● Work to be completed: Leaving the pictures aside, repeat every line below exactly.

● Source records:

+--

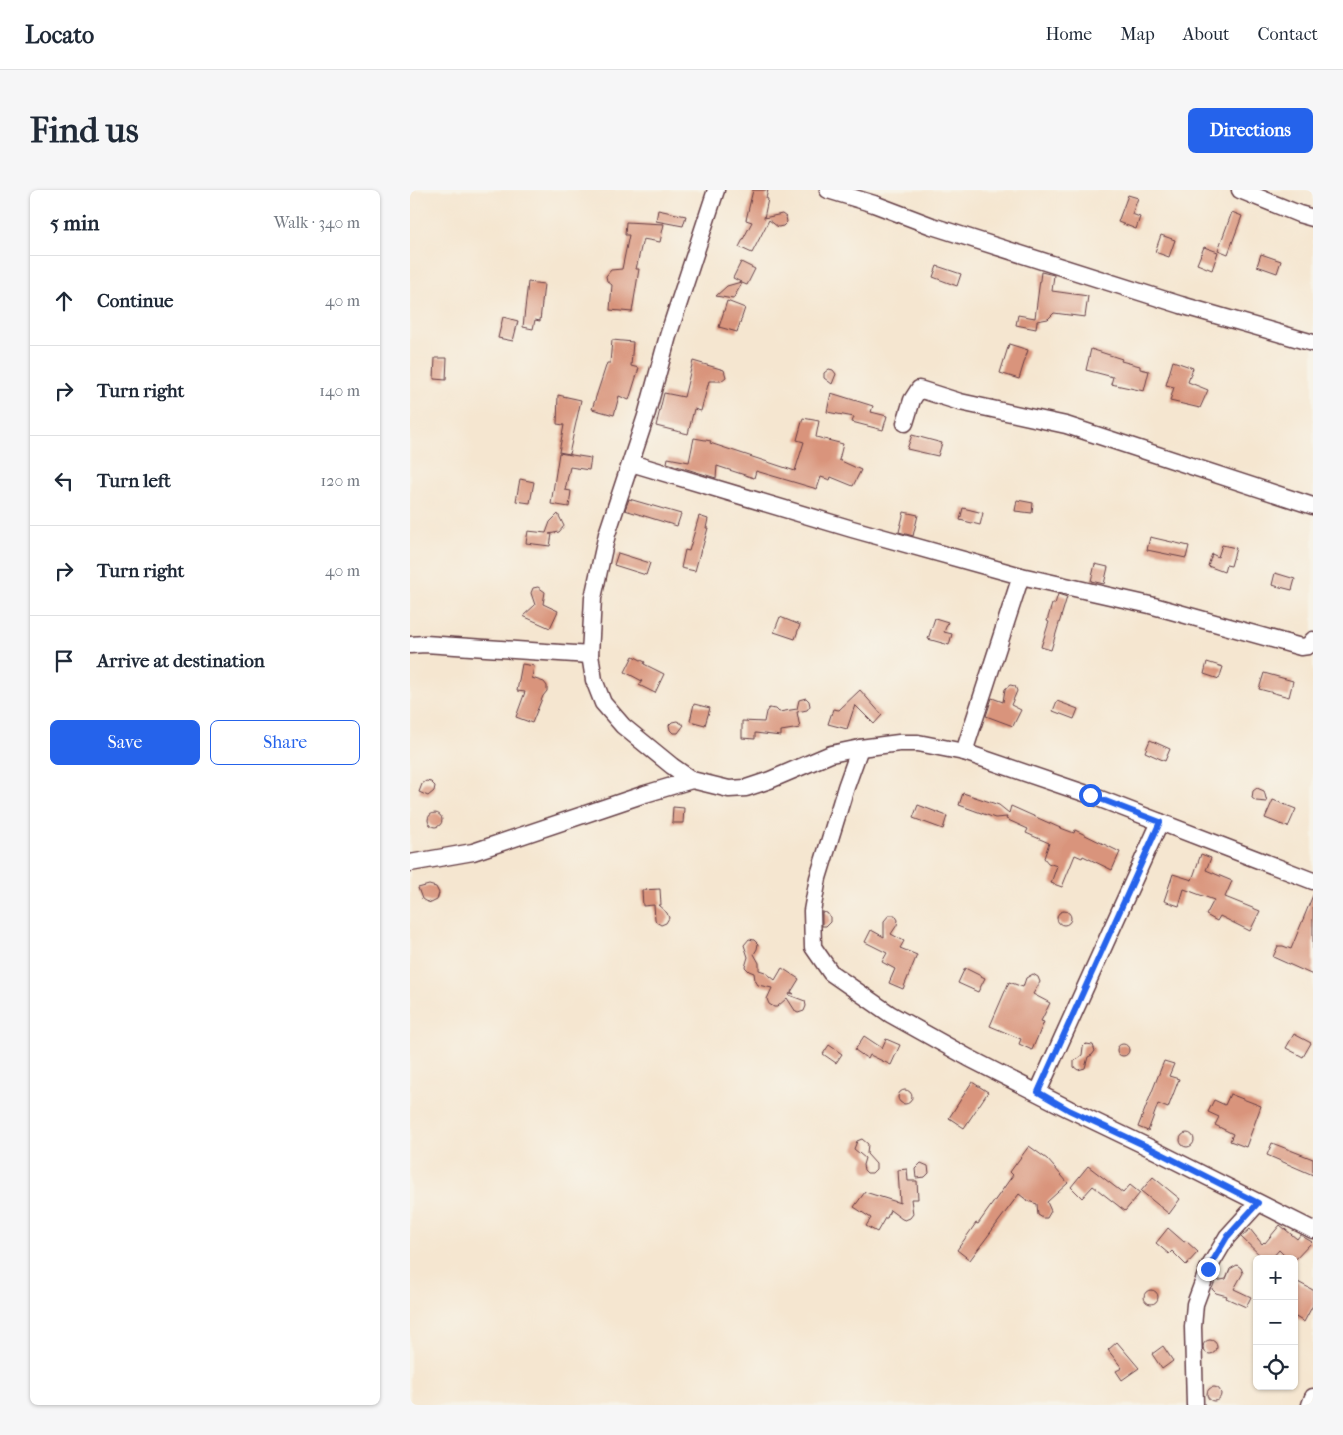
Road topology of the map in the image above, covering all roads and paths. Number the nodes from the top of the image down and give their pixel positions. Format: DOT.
graph roads {
  1 [pos="716,190"];
  2 [pos="828,190"];
  3 [pos="1240,190"];
  4 [pos="1313,218"];
  5 [pos="1313,343"];
  6 [pos="905,423"];
  7 [pos="630,463"];
  8 [pos="1313,506"];
  9 [pos="1022,576"];
  10 [pos="1313,640"];
  11 [pos="410,645"];
  12 [pos="590,655"];
  13 [pos="860,748"];
  14 [pos="964,752"];
  15 [pos="692,780"];
  16 [pos="1160,822"];
  17 [pos="410,863"];
  18 [pos="1313,881"];
  19 [pos="1038,1092"];
  20 [pos="1258,1203"];
  21 [pos="1313,1230"];
  22 [pos="1313,1397"];
  23 [pos="1195,1405"];
  24 [pos="1310,1405"];
  1 -- 7 [label="street"];
  2 -- 5 [label="street"];
  3 -- 4 [label="street"];
  6 -- 8 [label="street"];
  7 -- 9 [label="street"];
  7 -- 12 [label="street"];
  9 -- 10 [label="street"];
  9 -- 14 [label="street"];
  11 -- 12 [label="street"];
  12 -- 15 [label="street"];
  13 -- 14 [label="street"];
  13 -- 15 [label="street"];
  13 -- 19 [label="street"];
  14 -- 16 [label="street"];
  15 -- 17 [label="street"];
  16 -- 18 [label="street"];
  16 -- 19 [label="street"];
  19 -- 20 [label="street"];
  20 -- 21 [label="street"];
  20 -- 23 [label="street"];
  22 -- 24 [label="street"];
}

+--

● Result of this task:
Road topology of the map in the image above, covering all roads and paths. Number the nodes from the top of the image down and give their pixel positions. Format: DOT.
graph roads {
  1 [pos="716,190"];
  2 [pos="828,190"];
  3 [pos="1240,190"];
  4 [pos="1313,218"];
  5 [pos="1313,343"];
  6 [pos="905,423"];
  7 [pos="630,463"];
  8 [pos="1313,506"];
  9 [pos="1022,576"];
  10 [pos="1313,640"];
  11 [pos="410,645"];
  12 [pos="590,655"];
  13 [pos="860,748"];
  14 [pos="964,752"];
  15 [pos="692,780"];
  16 [pos="1160,822"];
  17 [pos="410,863"];
  18 [pos="1313,881"];
  19 [pos="1038,1092"];
  20 [pos="1258,1203"];
  21 [pos="1313,1230"];
  22 [pos="1313,1397"];
  23 [pos="1195,1405"];
  24 [pos="1310,1405"];
  1 -- 7 [label="street"];
  2 -- 5 [label="street"];
  3 -- 4 [label="street"];
  6 -- 8 [label="street"];
  7 -- 9 [label="street"];
  7 -- 12 [label="street"];
  9 -- 10 [label="street"];
  9 -- 14 [label="street"];
  11 -- 12 [label="street"];
  12 -- 15 [label="street"];
  13 -- 14 [label="street"];
  13 -- 15 [label="street"];
  13 -- 19 [label="street"];
  14 -- 16 [label="street"];
  15 -- 17 [label="street"];
  16 -- 18 [label="street"];
  16 -- 19 [label="street"];
  19 -- 20 [label="street"];
  20 -- 21 [label="street"];
  20 -- 23 [label="street"];
  22 -- 24 [label="street"];
}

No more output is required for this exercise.